Chronique

Une vision différente de l’art et de la créativitéSéjour en territoire autochtone

PROJET – Les étudiants-chercheurs Jean-François Vachon, Lise Émond, Claudia Néron et Sarah-Emmanuelle Brassard ont pris part au projet visant à découvrir et à partager des ressources créatives avec des artisans autochtones. Ceux-ci se tournent maintenant vers les autochtones d'Amérique du Sud afin de poursuivre leurs travaux. Absents sur la photo, Cindy Cantin et France Tardif ont aussi pris part à l'expérience. (Photo : Jeannot Lévesque)
CHICOUTIMI (FSTG) – Ils y sont allés afin de partager leurs connaissances avec les autochtones et d’ouvrir la porte à leur créativité. Sauf que ce sont eux qui en sont revenus les plus transformés.

Voilà qui résume fort bien l’aventure vécue par un groupe d’étudiants-chercheurs de l’Université du Québec à Chicoutimi depuis l’été 2004. Ces huit personnes, inscrites dans différents volets d’études en art, du graphisme au cinéma, se sont lancées dans un projet ambitieux. Elles ont décidé de se rendre sur le terrain, dans trois communautés autochtones de l’Est du Québec, dont Mashteuiatsh et Mani-Utenam, sur la Côte-Nord, afin d’apporter leurs outils et leurs connaissances en création aux artisans de l’endroit.

Au départ, l’objectif était des plus simples, les étudiants voulaient ouvrir d’autres portes à la créativité des autochtones.

« Les artisans autochtones sont des créateurs depuis des centaines d’années. Ils ont leur propre art ancestral.
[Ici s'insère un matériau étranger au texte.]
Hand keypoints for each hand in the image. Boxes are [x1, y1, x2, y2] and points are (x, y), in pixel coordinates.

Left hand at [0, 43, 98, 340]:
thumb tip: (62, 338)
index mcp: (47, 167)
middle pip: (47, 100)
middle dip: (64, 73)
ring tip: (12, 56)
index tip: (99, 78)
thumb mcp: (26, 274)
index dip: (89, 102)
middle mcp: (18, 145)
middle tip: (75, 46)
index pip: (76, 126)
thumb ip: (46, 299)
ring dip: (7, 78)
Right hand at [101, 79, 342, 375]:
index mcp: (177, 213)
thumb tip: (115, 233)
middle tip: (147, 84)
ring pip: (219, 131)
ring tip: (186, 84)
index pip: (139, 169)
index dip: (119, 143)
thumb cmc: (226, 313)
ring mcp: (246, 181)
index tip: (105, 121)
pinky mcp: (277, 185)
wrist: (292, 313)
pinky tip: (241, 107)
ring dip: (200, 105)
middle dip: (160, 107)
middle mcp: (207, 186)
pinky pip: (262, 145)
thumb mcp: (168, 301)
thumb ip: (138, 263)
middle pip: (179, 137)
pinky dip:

Cependant, ils sont cantonnés, ils se sentent obligés de faire de l’art traditionnel. Nous voulions découvrir leur art et leurs moyens créatifs. Mais nous voulions également leur apporter nos connaissances et nos perceptions, afin que les artisans autochtones puissent aller plus loin et se dépasser », explique Sarah-Emmanuelle Brassard, une des membres de l’expédition.

Durant plusieurs jours d’été en 2004 et en 2005, dans le milieu de vie des autochtones, les étudiants et les artisans se sont découverts. Ils sont allés sur le terrain, dans la forêt ensemble, afin de découvrir des sources d’inspiration et de décortiquer le processus de création. Des expositions itinérantes ont été conçues suite à cette expérience. Des colloques ont eu lieu, dont un les 7 et 8 février dernier à l’UQAC, afin qu’artisans et étudiants puissent faire le point sur cette expérience pour le moins différente.

Et justement, les apprentissages tirés par les intervenants ont de quoi surprendre. Les deux parties ont appris et sont sorties transformées du projet. « Les artisans autochtones nous ont beaucoup appris. Nous avons découvert leur façon de faire, ils nous ont montré leur technique. Une fois la glace brisée, la communication qui s’est créée a été très profitable. Elle a fait tomber les préjugés et la distance entre eux et nous », indique Jean-François Vachon, participant au projet culturel.

« Nous sommes revenus de ces séjours transformés, avec une vision différente de l’art et de la créativité. Nous avons pu redéfinir notre propre identité culturelle, cela nous a fait évoluer dans nos propres champs de discipline. Nous souhaitons que ces effets durent », renchérit Sarah-Emmanuelle Brassard.

Si certains autochtones semblaient sceptiques au début de l’expérience, ceux-ci ont également découvert de nouvelles réalités.

« Je pense qu’ils ont changé leur manière de percevoir leur environnement et leur manière de s’en inspirer. Eux aussi ont pu évoluer vers d’autres formes d’arts» croit Sarah-Emmanuelle Brassard.

Autre effet tangible de cette expérience, les artisans autochtones des communautés consultées ont pu, notamment au cours des colloques, faire le point sur leur art et leur culture. Ils ont ainsi pu identifier certaines de leurs techniques en voie de disparaître en même temps que les derniers artisans qui les maîtrisent, comme une technique permettant de tresser des motifs dans les raquettes traditionnelles.

De plus, les instigateurs de ce projet espèrent que les artisans autochtones profiteront de l’expérience pour élargir leur horizon créatif et prendre plus de place, entre autres dans les musées et dans la diffusion de leur culture.